Stored items from a collection:
++++++++

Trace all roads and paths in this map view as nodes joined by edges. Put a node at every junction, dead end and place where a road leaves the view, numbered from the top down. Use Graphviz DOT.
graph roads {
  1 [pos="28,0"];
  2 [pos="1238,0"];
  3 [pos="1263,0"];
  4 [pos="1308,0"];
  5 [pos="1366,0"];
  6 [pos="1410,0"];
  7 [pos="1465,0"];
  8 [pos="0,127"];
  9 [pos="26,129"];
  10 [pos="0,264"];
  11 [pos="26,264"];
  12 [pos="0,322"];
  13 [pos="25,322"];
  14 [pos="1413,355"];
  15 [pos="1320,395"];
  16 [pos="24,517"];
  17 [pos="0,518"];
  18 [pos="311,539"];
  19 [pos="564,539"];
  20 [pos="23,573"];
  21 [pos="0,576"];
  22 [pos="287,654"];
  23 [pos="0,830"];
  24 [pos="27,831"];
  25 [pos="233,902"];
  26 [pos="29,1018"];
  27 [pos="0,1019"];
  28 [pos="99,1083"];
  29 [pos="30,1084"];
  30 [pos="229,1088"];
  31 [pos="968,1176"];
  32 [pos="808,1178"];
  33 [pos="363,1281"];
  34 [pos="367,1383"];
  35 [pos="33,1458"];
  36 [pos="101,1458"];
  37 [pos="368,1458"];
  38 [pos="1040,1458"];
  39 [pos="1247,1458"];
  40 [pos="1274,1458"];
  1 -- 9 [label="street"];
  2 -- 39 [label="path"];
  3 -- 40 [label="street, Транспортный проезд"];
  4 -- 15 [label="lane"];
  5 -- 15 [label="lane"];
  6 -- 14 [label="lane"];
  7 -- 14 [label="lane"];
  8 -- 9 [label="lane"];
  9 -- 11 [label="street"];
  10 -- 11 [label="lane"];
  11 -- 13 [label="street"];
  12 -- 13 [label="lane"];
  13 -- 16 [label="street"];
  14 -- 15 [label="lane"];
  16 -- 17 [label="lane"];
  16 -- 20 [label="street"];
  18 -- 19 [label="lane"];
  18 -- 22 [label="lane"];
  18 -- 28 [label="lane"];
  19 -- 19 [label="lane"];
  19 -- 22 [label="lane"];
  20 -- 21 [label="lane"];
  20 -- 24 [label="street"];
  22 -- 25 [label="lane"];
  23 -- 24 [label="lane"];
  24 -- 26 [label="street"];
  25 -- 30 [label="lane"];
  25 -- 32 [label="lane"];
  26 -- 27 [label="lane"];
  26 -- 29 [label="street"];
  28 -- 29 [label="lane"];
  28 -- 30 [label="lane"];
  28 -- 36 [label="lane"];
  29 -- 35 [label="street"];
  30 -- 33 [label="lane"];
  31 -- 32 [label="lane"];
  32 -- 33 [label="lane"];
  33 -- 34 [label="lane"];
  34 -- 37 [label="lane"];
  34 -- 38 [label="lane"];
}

++++++++

— TASK BRIEF —
Go through the records and show every line with the string "roads" in it.

— RESPONSE TO THE TASK —
Trace all roads and paths in this map view as nodes joined by edges. Put a node at every junction, dead end and place where a road leaves the view, numbered from the top down. Use Graphviz DOT.
graph roads {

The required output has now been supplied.